Data to use:
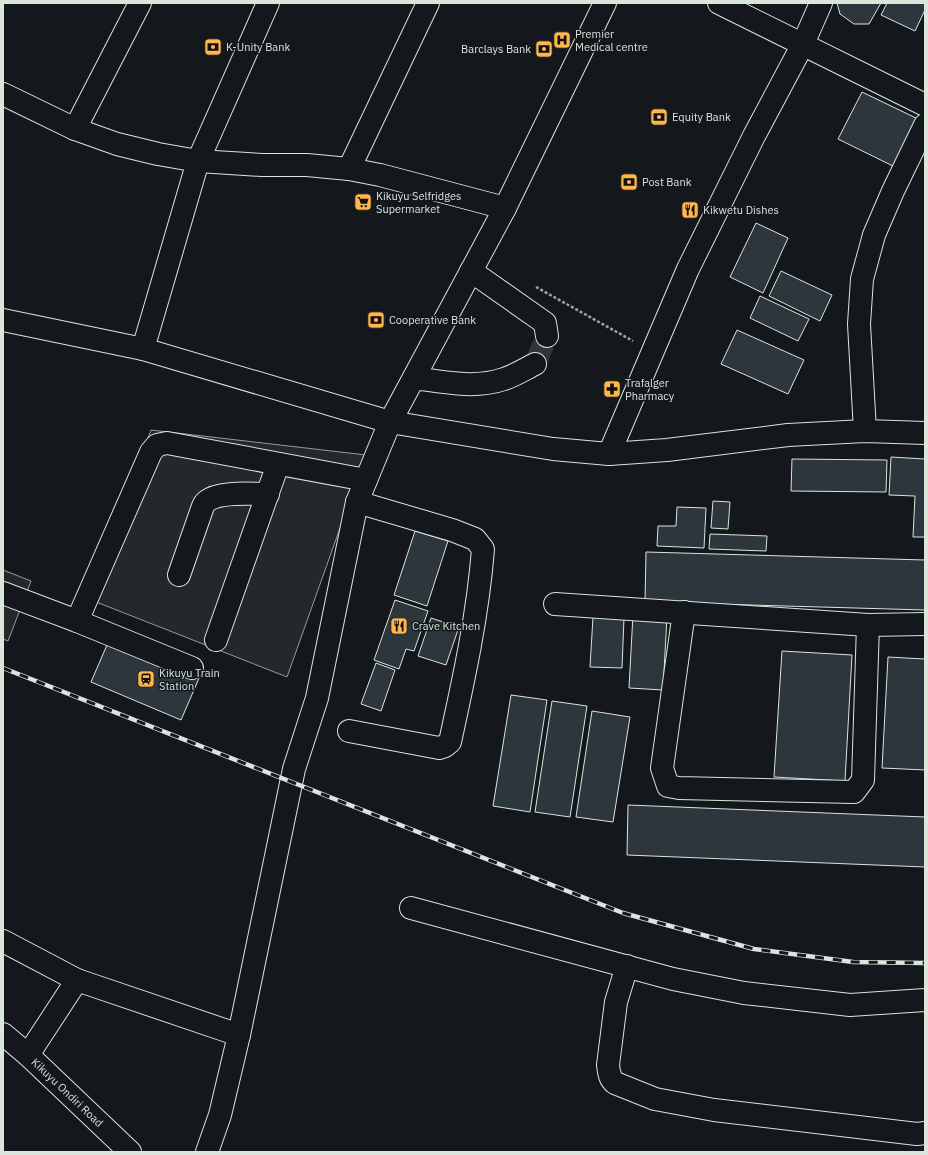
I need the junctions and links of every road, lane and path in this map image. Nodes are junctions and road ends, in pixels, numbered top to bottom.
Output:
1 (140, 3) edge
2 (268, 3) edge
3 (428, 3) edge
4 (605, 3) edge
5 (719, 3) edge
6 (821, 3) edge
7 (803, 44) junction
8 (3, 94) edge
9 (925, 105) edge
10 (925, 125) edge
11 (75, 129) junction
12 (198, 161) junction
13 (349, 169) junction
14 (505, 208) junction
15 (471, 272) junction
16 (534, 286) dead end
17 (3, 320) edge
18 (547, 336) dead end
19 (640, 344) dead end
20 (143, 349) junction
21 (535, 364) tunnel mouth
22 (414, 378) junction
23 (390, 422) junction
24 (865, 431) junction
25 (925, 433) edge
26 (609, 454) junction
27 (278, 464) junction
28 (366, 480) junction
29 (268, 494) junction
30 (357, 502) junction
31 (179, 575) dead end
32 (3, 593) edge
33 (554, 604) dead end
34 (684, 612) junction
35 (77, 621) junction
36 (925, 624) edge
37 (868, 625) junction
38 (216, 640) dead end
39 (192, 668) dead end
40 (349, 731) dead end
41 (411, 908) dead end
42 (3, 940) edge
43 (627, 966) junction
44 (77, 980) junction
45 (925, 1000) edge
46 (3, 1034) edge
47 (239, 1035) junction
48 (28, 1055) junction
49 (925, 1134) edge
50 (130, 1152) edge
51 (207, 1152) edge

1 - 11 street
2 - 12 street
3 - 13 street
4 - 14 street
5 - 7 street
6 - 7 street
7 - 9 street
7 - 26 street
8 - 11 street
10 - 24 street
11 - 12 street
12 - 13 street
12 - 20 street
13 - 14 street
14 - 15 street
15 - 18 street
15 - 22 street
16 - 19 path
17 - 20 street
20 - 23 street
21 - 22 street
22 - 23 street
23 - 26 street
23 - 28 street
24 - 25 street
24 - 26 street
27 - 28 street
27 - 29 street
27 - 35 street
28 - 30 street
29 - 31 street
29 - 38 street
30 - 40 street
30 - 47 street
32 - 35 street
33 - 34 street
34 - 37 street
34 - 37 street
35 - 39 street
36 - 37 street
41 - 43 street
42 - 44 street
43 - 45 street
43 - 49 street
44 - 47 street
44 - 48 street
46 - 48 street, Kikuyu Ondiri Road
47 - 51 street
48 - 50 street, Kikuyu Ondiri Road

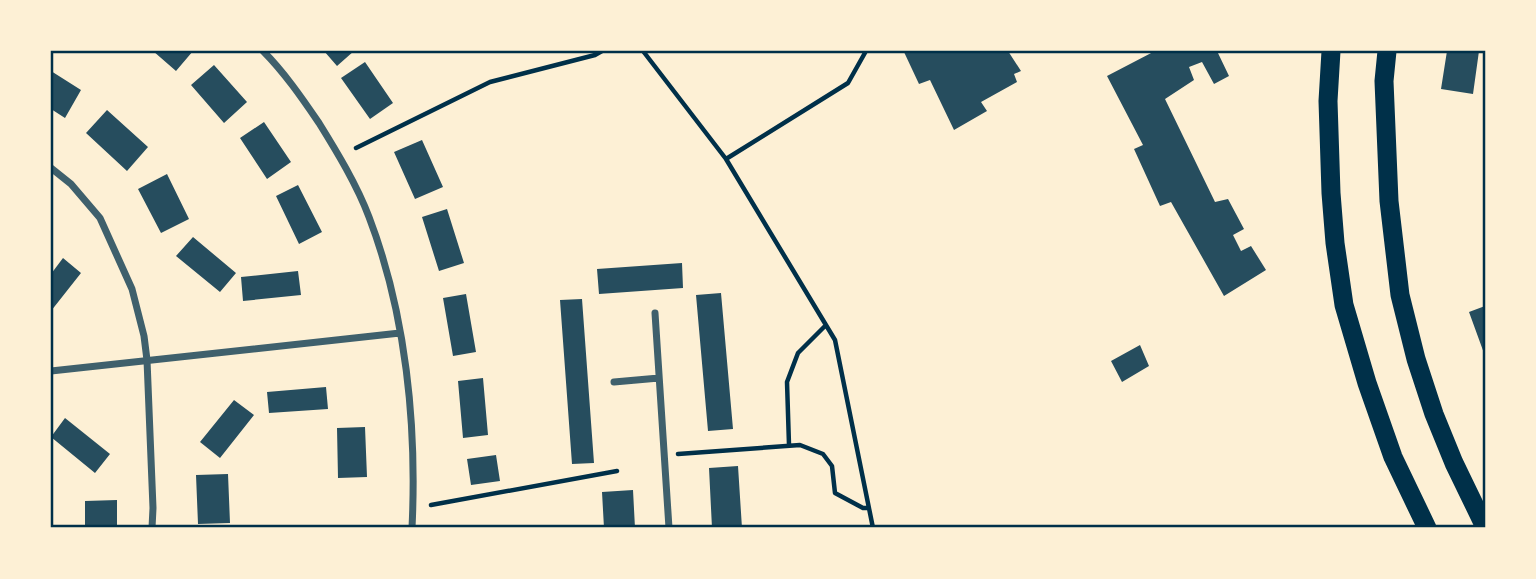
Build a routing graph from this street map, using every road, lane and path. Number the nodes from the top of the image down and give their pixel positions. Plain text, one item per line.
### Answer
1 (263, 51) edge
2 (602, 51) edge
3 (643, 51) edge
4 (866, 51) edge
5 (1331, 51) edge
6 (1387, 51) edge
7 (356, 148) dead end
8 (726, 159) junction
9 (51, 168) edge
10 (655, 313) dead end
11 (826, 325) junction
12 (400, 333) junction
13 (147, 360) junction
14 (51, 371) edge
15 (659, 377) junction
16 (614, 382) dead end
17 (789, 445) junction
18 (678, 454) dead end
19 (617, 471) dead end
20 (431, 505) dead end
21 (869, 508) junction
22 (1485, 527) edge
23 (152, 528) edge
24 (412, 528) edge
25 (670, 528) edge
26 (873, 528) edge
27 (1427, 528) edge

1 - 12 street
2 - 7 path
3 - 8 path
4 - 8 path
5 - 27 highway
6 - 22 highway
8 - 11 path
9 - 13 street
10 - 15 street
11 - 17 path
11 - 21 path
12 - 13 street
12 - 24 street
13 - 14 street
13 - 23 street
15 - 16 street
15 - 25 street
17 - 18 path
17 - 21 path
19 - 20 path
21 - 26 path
==
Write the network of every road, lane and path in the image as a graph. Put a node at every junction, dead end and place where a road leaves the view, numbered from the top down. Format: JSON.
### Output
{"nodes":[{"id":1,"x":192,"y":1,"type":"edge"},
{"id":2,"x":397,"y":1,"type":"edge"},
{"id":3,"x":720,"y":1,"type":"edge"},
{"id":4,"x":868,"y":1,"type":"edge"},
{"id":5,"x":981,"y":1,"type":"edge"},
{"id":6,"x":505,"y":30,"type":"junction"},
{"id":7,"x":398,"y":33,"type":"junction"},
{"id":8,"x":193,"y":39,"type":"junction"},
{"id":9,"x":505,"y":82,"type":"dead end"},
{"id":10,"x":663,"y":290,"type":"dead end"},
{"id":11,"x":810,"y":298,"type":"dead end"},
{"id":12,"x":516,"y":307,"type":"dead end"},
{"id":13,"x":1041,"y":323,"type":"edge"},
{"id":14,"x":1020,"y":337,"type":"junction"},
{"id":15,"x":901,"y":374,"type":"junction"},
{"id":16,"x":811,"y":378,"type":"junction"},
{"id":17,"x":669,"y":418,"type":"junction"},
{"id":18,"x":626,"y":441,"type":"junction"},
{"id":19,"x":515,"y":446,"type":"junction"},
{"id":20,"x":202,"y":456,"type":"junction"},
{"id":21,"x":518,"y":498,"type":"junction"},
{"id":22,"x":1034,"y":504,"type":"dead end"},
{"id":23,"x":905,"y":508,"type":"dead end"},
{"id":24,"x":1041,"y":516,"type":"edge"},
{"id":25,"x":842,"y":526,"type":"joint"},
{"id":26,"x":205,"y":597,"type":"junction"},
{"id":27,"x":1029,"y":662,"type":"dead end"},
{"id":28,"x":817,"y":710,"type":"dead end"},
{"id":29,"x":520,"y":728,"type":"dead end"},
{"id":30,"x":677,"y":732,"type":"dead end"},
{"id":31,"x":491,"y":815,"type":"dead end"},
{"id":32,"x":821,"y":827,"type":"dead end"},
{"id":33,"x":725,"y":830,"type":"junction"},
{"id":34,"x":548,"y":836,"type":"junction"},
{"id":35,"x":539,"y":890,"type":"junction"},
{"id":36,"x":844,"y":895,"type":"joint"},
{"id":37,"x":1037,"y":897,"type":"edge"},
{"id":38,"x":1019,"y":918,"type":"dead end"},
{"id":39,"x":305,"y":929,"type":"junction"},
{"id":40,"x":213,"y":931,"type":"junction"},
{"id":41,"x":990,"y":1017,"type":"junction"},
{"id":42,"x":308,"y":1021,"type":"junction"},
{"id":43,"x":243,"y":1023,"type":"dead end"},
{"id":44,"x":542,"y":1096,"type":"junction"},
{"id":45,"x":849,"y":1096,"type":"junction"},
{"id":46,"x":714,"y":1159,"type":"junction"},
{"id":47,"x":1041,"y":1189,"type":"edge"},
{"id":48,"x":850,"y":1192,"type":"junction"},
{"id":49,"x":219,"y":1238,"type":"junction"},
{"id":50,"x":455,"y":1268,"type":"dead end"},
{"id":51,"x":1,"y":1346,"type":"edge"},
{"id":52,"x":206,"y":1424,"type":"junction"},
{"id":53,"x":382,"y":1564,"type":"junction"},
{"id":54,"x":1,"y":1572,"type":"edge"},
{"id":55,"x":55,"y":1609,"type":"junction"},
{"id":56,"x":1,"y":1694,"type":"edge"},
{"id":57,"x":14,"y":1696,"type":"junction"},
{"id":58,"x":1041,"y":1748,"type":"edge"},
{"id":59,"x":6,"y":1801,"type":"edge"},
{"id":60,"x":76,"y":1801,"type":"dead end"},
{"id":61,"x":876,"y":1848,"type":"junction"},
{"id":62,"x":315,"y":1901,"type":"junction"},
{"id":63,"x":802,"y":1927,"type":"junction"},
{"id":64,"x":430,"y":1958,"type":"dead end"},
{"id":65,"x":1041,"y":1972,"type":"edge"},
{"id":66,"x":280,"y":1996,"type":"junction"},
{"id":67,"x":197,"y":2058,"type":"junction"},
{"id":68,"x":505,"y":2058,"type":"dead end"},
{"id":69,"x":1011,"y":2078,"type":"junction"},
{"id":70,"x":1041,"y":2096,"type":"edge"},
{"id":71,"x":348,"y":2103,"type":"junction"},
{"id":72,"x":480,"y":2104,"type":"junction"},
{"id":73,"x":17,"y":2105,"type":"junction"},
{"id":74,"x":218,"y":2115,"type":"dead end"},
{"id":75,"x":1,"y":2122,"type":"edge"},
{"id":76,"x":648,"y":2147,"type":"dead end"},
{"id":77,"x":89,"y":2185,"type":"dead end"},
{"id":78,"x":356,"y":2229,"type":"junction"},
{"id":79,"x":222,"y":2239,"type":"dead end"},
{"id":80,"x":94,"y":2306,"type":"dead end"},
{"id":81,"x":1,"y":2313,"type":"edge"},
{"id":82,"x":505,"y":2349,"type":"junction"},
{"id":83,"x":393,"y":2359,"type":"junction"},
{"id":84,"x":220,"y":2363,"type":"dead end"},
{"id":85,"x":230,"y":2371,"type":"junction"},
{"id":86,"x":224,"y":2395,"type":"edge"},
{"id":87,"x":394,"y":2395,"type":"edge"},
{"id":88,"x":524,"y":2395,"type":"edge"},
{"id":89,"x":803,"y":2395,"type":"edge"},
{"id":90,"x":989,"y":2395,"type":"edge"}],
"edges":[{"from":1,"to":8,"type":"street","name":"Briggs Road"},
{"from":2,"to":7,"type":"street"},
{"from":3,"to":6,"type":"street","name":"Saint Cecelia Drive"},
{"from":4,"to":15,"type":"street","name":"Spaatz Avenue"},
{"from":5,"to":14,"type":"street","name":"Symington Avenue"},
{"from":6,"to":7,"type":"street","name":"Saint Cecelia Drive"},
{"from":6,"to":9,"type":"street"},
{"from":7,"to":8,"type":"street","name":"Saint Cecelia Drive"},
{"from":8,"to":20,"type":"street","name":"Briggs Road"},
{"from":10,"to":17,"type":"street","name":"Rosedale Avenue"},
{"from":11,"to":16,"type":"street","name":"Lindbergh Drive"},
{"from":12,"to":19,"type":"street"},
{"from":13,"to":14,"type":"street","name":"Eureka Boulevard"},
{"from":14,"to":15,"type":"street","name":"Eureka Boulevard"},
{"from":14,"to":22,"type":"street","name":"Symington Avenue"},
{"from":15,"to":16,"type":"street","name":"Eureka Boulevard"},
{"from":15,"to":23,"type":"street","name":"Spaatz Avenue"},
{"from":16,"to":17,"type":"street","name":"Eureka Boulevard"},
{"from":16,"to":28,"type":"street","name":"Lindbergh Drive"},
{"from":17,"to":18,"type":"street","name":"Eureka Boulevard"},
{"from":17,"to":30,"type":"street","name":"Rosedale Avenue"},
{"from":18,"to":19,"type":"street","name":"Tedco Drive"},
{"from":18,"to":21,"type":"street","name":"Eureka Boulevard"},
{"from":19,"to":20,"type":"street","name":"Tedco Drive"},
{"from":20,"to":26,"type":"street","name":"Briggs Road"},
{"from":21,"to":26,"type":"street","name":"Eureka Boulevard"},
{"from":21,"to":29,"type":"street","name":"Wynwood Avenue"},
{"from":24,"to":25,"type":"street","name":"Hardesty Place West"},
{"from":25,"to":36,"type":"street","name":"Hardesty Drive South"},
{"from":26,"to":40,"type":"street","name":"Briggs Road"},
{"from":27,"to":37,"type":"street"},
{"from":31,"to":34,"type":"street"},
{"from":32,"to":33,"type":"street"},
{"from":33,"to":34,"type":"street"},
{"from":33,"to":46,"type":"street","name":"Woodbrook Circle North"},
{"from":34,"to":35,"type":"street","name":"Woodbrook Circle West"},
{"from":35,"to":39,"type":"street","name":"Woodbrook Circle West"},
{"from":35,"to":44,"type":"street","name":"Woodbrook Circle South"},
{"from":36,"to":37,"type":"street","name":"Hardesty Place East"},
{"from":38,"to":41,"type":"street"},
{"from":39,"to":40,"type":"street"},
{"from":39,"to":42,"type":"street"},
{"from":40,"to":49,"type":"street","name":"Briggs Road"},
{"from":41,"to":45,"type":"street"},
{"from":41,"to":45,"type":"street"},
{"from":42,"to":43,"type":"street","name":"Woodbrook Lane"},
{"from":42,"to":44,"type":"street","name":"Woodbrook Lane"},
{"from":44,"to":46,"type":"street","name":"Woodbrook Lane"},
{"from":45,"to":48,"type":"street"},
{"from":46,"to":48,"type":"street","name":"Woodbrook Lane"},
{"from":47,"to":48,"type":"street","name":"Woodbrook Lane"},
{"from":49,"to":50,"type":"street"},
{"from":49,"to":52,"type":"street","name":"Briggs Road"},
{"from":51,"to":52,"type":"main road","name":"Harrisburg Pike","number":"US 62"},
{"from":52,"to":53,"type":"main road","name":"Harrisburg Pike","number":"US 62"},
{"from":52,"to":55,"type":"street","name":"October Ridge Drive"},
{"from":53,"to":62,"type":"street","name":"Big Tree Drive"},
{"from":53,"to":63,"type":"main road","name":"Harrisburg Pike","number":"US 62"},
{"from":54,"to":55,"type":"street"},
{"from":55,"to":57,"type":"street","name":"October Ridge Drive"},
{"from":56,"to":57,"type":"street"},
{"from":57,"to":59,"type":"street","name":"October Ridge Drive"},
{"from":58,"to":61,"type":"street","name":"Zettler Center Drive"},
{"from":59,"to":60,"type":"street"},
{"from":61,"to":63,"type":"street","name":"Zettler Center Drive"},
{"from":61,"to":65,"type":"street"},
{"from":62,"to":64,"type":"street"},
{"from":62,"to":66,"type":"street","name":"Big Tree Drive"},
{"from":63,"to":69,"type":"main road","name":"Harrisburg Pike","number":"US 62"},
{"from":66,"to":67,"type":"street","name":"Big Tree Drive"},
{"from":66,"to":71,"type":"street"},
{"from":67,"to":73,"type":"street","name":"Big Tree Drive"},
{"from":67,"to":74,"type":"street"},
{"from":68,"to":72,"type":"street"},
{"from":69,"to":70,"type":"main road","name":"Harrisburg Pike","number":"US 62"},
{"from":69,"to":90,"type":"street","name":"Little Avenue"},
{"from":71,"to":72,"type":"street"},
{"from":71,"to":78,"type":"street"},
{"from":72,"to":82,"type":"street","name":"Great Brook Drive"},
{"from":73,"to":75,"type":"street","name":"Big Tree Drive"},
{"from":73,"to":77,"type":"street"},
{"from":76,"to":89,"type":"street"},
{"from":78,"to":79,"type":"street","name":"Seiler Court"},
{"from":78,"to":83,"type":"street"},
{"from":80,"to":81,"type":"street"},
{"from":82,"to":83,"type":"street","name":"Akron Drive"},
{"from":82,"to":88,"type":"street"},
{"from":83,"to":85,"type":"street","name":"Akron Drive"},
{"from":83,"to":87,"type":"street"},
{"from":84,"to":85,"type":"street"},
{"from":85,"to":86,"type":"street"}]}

What needs to be done:
When the word "Woodbrook" shows up in a line of the entries, report that line.

Response below:
{"from":33,"to":46,"type":"street","name":"Woodbrook Circle North"},
{"from":34,"to":35,"type":"street","name":"Woodbrook Circle West"},
{"from":35,"to":39,"type":"street","name":"Woodbrook Circle West"},
{"from":35,"to":44,"type":"street","name":"Woodbrook Circle South"},
{"from":42,"to":43,"type":"street","name":"Woodbrook Lane"},
{"from":42,"to":44,"type":"street","name":"Woodbrook Lane"},
{"from":44,"to":46,"type":"street","name":"Woodbrook Lane"},
{"from":46,"to":48,"type":"street","name":"Woodbrook Lane"},
{"from":47,"to":48,"type":"street","name":"Woodbrook Lane"},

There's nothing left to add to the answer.